First Strength Training Injury

In February, about a week prior to attending the Reactive Training Systems (RTS) CLICK seminar in Brooklyn, NY my right shoulder began to bother me.  It felt extremely tight and painful in strange positions such as reaching behind my back to pull my belt through belt loops and pulling up the blankets at night before I went to bed.  As strange as this sounds I had never experienced a sports-related injury before so I was completely in the dark.  I spoke to some friends, scheduled an appointment with a Sports Medicine Doctor and tried to do some self-diagnosis.


Yes I know. The picture shows a left shoulder and I am talking about my right. Don’t be a hater.

My shoulder did not bother me doing deadlift, overhead press, squat, pull-ups, or barbell row.  My shoulder did bother me on bench press.  Having never received any formal instruction on the bench press I searched YouTube and quickly realized that I had been flaring my elbows, bringing the bar down above my nipple line, and not retracting my scapula properly.  That night I went home and did an experiment with push-ups.  I performed a push-up the way I traditionally performed a bench press and it hurt.  I then performed a push-up the way I should perform a bench press and it did not hurt.

The next day I saw the doctor who diagnosed me with a partially torn anterior rotator cuff.  He told me I could attend the RTS seminar with pain being my guide.  If it hurts, don’t do it.  He recommended four weeks physical therapy which was due to begin the following week.  At the RTS seminar under the expert supervision of the RTS team I performed deadlift, overhead press, squat, and bench press with the proper form and had zero pain.  The following week I worked up to a triple on the bench press at 195lbs with zero pain.  Based upon this my Physical Therapist (PT) diagnosed me with a swollen long head bicep tendon vice a partially torn anterior rotator cuff.


During four weeks of physical therapy I made great strides.  The pain is nearly-gone.  The lack of pain is important but more important is learning what stretches and shoulder strengthening exercises work well for me as well as assessing and deciding which lifts to retain and which to drop.

Regarding stretch and shoulder strengthening exercise selection this is highly personal and something each person must figure out on their own.  The shoulder is a complicated piece of gear and what works for one person may not work for another.

Regarding the decision of which lifts to retain and which to drop I have identified my main problem as lack of scapular retraction.  Until I am totally fixed and can begin working on this again in a 101-style manner I am dropping the bench press.  I am also switching out barbell row for the cable row or Yates row.  While the cable row and Yates row are inferior exercises due to lack of loading ability or shortened range of motion I can perform both of these with full scapular retraction thus for me they are safer.  Safety first and ability to load / range of motion second.  This works well in my context of a non-competitive hobbyist lifter who doesn’t make his living based upon strength and is not duty bound to maintain a certain level of physical fitness.

I would like to publicly thank Bob Wanamaker, “The Thinking Strongman” CLICK for all of his advice and mentor-ship through my ordeal.  If you have not been reading and watching Bob you are missing out.  Here is his YouTube channel CLICK.  As this was my first sports-related injury I was scared.  I didn’t know what I didn’t know.  Through a series of unfortunate events Bob has become an expert in the realities of pain and mindset.  Bob took time from his schedule and helped me with the mental game.  As a father of a small child I was concerned that my hobby had suddenly injured me for the long-term and the idea of “Sorry honey I can’t play with you as my hobby limits my range of motion” sounded like absolute idiocy.  Bob showed me that in pain there is opportunity.  Under Bob’s mentorship I feel as though I seized that opportunity, learned what works for me, and will be better in the long run for it.  Thank you Bob!

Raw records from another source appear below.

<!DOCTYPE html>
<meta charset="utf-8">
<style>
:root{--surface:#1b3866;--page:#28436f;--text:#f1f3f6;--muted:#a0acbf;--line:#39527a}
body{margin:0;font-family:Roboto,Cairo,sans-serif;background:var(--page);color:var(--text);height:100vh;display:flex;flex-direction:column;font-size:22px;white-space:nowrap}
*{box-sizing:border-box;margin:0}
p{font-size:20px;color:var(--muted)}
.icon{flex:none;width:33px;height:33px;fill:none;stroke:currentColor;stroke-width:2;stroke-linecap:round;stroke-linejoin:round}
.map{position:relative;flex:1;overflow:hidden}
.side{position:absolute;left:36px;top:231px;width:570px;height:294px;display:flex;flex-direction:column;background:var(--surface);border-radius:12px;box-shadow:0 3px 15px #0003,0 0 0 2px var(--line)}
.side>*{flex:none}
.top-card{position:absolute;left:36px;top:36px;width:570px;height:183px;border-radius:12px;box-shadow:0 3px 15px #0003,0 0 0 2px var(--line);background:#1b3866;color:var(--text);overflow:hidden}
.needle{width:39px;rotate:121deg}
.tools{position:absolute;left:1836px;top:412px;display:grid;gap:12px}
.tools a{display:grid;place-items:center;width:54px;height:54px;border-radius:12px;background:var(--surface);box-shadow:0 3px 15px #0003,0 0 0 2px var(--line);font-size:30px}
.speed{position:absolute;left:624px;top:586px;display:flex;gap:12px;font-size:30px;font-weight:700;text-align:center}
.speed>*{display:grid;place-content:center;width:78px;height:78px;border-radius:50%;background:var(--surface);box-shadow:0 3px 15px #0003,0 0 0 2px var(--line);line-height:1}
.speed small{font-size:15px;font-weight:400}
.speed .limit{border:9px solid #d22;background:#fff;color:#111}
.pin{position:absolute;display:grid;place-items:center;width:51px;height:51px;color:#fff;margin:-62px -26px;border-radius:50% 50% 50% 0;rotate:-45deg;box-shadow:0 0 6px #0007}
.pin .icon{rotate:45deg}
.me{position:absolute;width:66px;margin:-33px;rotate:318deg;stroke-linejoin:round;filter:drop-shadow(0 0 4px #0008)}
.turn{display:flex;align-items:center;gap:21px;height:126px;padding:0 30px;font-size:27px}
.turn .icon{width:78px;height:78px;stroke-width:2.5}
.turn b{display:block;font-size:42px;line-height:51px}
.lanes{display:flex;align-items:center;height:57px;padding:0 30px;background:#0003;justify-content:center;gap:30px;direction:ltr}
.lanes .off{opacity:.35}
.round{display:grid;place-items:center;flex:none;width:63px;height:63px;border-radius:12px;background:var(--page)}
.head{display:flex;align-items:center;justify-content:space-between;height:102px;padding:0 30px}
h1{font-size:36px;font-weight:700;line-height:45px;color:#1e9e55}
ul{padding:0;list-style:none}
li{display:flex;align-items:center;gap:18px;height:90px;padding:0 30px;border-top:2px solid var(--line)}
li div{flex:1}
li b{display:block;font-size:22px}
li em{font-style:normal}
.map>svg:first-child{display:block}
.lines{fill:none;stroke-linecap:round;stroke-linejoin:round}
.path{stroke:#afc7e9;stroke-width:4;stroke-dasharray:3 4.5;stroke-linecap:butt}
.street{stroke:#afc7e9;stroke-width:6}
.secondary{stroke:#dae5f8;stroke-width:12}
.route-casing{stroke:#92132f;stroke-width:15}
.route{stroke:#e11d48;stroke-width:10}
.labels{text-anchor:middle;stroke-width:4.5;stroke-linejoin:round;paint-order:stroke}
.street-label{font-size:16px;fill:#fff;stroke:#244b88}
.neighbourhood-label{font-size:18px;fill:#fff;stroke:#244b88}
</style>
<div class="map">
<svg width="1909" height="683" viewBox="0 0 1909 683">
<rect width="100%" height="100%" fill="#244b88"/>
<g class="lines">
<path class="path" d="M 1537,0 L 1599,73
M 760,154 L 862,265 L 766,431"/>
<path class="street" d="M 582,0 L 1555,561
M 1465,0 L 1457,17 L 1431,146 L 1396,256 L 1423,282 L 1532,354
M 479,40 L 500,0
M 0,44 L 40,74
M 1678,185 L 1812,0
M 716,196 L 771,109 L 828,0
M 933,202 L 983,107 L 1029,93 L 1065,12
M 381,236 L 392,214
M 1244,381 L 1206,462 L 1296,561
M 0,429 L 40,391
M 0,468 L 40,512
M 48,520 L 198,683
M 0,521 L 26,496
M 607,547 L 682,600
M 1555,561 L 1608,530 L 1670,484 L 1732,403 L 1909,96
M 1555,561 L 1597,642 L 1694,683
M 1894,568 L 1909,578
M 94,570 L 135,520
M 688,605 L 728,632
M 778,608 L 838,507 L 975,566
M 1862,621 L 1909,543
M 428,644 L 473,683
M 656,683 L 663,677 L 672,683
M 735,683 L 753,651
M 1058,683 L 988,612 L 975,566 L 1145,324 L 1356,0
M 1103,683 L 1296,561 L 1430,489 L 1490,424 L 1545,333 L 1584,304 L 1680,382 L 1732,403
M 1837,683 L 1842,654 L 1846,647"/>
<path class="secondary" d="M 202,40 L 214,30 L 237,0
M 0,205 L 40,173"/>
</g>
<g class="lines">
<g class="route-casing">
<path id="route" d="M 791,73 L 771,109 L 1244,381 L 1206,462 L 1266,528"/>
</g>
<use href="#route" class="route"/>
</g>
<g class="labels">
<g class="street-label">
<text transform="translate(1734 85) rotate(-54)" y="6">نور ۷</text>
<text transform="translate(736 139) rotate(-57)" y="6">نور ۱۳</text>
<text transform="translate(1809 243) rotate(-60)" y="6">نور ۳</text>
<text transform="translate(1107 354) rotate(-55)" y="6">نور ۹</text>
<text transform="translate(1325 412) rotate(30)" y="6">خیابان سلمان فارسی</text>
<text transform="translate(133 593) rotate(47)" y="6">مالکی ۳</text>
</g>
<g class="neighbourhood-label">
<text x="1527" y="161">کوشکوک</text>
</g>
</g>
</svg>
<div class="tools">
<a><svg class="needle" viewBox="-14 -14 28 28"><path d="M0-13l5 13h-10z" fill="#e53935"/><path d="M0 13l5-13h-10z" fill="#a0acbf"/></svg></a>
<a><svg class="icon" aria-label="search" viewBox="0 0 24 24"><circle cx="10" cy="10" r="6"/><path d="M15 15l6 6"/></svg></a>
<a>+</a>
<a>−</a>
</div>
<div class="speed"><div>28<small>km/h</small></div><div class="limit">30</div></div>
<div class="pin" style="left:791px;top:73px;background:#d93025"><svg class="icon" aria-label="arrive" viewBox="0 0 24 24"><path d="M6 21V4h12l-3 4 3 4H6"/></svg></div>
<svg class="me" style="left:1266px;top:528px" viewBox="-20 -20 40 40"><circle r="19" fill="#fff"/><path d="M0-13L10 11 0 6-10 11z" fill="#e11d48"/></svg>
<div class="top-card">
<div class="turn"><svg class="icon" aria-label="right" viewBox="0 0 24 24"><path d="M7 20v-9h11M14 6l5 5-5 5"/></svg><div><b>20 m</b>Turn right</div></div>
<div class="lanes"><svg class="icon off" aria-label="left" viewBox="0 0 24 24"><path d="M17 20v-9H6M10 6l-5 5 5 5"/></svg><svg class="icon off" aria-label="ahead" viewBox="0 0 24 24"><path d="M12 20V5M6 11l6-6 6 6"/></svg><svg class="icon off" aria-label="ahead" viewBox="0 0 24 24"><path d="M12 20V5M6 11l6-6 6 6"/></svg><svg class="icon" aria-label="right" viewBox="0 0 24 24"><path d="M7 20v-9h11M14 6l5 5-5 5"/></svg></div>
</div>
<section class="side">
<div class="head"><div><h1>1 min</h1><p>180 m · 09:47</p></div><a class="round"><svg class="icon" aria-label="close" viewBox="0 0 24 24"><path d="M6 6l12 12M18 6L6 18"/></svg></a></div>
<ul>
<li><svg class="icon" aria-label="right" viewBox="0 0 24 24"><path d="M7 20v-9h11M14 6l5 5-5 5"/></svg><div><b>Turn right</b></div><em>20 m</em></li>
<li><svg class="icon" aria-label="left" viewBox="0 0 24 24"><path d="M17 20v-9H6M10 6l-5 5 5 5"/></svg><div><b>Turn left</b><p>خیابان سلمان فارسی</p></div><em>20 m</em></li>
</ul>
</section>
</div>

Obviously we should avoid injury if we can.  I would recommend you divorce yourself from ego and the desire to impress others at the gym and select only the lifts that you can perform safely.  If you cannot perform the lifts safely either learn how to do so or drop it in favor of another lift.  For the majority of the non-competitive hobbyist lifters I doubt we will ever notice a difference if we drop barbell row in favor of cable row or barbell bench press in favor of dumbbell bench press.